- _Work request_
Your output must consist solely of the lines from the one containing "Extract the road" through the end of the records, reproduced exactly.

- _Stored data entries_
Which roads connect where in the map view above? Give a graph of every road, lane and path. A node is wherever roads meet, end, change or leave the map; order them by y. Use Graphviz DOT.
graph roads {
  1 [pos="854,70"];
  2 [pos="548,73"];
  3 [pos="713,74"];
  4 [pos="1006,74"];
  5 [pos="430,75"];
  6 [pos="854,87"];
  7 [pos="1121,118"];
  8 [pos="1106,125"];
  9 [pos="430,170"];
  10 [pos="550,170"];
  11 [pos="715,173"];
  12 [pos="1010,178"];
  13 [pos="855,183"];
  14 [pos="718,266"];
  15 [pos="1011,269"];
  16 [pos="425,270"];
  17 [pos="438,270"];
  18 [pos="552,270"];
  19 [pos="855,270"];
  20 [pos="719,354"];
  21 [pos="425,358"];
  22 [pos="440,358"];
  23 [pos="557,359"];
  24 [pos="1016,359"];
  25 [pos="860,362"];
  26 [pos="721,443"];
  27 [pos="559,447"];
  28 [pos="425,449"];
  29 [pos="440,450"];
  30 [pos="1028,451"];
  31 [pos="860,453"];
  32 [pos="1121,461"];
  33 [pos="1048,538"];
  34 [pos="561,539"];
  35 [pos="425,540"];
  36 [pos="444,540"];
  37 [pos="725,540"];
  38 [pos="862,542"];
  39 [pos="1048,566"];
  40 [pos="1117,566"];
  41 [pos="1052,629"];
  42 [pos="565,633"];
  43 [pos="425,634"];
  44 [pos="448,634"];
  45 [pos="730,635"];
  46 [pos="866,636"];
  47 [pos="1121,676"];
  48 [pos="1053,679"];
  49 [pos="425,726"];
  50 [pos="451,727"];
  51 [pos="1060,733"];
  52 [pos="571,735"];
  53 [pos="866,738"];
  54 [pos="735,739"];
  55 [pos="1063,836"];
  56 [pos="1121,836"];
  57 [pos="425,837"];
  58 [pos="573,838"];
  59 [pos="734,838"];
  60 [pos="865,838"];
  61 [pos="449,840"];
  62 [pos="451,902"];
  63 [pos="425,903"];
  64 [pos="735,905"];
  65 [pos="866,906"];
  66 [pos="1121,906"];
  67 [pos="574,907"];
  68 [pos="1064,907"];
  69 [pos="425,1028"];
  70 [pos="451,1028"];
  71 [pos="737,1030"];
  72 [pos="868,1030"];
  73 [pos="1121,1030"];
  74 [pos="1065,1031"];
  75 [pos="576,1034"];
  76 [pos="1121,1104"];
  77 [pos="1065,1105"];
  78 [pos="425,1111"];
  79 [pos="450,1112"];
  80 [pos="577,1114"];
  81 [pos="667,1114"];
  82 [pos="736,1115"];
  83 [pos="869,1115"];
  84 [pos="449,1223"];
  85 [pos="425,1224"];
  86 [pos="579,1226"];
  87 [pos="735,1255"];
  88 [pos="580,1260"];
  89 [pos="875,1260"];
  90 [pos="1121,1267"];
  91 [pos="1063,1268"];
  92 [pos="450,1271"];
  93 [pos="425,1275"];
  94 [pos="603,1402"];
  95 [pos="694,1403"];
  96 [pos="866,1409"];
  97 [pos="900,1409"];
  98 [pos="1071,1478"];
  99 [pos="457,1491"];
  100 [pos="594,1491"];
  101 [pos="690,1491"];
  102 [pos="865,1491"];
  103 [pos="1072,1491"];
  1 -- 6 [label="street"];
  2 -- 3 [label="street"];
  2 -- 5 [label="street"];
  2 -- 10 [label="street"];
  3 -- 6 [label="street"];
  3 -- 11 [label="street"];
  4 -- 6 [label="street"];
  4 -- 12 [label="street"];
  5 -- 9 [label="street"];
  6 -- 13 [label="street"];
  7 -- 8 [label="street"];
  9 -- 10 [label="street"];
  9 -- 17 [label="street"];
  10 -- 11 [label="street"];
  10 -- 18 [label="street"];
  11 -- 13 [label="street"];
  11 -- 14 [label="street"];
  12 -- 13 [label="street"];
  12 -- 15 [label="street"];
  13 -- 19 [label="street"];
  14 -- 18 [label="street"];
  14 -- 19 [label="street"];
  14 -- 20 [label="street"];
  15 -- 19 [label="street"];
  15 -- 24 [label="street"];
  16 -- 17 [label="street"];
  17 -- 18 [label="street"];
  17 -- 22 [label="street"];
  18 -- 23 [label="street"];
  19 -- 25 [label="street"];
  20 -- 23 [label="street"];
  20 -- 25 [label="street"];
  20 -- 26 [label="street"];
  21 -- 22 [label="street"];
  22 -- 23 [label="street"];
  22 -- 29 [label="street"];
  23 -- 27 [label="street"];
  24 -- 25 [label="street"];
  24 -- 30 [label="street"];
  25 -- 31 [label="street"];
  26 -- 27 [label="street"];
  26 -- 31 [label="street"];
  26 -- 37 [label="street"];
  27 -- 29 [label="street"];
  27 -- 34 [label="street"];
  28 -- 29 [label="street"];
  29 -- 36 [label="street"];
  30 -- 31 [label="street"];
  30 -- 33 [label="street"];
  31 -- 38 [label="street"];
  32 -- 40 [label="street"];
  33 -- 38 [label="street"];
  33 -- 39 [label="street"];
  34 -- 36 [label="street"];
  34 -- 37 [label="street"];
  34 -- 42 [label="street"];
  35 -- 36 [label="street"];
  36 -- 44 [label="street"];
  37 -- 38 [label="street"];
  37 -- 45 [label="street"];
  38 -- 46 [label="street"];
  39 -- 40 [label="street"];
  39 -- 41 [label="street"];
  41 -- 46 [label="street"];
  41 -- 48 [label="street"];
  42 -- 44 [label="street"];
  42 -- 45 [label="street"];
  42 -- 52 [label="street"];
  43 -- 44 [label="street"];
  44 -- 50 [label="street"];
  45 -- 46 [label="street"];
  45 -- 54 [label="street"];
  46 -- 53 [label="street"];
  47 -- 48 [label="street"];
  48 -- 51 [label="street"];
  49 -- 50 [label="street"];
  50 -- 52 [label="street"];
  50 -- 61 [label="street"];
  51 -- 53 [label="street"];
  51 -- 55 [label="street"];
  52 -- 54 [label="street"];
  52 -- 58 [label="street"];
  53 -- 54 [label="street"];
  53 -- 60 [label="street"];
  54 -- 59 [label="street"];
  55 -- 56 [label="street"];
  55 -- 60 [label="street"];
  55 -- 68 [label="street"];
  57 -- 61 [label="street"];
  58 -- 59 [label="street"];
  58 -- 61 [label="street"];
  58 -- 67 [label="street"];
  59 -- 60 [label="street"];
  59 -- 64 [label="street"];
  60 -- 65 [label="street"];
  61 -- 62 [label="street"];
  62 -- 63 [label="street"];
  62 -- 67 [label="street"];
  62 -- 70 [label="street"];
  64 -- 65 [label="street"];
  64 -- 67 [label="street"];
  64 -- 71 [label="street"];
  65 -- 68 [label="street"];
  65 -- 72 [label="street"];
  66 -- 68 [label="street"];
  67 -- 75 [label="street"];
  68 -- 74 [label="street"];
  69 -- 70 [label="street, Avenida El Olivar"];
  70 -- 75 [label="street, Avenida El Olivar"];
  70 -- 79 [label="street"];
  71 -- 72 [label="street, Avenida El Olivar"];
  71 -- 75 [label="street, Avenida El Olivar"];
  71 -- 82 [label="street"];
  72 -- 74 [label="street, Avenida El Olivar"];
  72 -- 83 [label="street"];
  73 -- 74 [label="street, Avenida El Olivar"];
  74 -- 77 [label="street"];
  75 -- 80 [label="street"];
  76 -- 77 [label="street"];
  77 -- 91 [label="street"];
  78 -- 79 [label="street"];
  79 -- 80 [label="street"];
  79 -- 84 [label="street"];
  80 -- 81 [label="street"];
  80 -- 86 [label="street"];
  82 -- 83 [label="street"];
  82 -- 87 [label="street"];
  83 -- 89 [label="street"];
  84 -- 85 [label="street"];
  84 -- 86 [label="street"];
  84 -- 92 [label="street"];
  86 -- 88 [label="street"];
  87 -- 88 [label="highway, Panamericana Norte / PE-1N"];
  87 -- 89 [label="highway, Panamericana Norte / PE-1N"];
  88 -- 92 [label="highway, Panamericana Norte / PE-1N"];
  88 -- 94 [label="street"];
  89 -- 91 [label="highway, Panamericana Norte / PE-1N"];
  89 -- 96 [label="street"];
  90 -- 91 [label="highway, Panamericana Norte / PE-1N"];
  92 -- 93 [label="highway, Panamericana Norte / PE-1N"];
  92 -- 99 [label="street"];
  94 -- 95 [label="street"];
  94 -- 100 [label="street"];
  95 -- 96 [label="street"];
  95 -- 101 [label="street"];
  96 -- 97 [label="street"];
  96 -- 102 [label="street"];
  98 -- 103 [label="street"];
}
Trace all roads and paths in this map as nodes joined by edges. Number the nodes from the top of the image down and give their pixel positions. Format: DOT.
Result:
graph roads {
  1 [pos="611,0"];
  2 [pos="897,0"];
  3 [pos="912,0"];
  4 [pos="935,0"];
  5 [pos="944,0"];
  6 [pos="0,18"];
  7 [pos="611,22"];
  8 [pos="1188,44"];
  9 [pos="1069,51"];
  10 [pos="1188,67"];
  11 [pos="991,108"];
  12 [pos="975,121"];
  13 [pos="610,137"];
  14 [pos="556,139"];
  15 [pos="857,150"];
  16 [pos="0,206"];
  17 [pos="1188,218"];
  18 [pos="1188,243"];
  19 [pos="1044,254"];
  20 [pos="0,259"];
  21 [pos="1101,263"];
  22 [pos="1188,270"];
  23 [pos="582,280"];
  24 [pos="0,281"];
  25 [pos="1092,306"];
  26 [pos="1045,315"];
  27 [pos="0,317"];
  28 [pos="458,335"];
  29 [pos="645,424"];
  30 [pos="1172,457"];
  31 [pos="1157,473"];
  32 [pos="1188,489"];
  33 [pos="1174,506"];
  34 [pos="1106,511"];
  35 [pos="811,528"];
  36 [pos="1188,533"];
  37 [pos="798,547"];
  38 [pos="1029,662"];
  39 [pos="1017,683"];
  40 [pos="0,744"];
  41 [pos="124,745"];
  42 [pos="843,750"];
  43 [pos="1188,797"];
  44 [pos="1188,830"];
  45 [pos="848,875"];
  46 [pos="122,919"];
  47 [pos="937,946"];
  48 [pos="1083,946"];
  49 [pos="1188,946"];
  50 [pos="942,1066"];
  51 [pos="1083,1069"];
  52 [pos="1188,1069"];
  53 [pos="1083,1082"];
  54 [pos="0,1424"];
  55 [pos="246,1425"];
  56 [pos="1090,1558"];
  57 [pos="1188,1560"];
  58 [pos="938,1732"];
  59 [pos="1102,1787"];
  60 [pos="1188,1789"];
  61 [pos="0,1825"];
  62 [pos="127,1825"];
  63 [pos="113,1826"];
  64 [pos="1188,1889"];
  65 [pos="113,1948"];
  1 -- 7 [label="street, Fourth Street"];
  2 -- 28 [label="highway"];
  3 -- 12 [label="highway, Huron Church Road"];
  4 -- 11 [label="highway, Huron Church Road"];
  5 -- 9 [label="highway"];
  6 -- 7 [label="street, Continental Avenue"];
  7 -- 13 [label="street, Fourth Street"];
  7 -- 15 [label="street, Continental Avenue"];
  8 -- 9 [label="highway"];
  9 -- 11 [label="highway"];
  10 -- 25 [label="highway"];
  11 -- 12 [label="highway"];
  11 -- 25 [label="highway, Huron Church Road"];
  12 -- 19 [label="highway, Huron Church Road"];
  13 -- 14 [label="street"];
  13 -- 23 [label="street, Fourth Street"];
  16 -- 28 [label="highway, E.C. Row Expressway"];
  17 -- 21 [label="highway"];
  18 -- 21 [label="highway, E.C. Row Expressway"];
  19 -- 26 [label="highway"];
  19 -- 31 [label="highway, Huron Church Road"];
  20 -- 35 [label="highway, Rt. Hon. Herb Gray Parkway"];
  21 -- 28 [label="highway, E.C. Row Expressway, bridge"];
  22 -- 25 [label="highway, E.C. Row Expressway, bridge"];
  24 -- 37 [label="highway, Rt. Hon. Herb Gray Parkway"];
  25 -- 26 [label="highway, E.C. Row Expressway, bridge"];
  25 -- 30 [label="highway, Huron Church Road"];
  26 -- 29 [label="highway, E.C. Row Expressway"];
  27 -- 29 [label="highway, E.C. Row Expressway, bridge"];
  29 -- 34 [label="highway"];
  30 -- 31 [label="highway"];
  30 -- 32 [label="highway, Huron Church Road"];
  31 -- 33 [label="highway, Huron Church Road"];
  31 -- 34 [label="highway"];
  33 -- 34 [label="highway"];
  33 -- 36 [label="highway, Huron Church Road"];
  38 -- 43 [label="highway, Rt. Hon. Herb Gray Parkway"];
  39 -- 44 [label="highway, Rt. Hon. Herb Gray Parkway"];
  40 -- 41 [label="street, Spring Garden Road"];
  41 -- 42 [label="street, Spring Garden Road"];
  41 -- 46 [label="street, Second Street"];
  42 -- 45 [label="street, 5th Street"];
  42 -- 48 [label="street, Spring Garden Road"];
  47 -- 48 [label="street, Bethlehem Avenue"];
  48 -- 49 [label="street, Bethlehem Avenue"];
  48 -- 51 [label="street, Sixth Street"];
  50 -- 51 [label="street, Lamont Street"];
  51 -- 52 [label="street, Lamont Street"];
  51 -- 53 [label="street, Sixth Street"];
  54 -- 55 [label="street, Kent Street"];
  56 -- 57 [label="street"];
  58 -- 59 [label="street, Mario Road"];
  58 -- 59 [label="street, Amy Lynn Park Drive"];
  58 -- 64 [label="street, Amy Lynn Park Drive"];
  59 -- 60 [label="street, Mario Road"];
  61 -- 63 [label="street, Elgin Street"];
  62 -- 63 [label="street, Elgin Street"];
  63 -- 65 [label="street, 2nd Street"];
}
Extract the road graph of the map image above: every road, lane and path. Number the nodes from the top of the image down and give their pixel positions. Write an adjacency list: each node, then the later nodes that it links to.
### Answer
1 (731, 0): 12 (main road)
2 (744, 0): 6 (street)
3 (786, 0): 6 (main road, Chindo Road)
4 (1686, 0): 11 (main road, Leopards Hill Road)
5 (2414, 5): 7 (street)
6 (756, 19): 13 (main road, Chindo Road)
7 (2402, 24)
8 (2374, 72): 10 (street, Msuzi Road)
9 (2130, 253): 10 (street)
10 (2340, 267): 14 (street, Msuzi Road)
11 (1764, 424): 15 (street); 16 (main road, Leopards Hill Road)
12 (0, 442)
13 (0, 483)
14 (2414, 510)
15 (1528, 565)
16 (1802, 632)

- _Result below_
Extract the road graph of the map image above: every road, lane and path. Number the nodes from the top of the image down and give their pixel positions. Write an adjacency list: each node, then the later nodes that it links to.
### Answer
1 (731, 0): 12 (main road)
2 (744, 0): 6 (street)
3 (786, 0): 6 (main road, Chindo Road)
4 (1686, 0): 11 (main road, Leopards Hill Road)
5 (2414, 5): 7 (street)
6 (756, 19): 13 (main road, Chindo Road)
7 (2402, 24)
8 (2374, 72): 10 (street, Msuzi Road)
9 (2130, 253): 10 (street)
10 (2340, 267): 14 (street, Msuzi Road)
11 (1764, 424): 15 (street); 16 (main road, Leopards Hill Road)
12 (0, 442)
13 (0, 483)
14 (2414, 510)
15 (1528, 565)
16 (1802, 632)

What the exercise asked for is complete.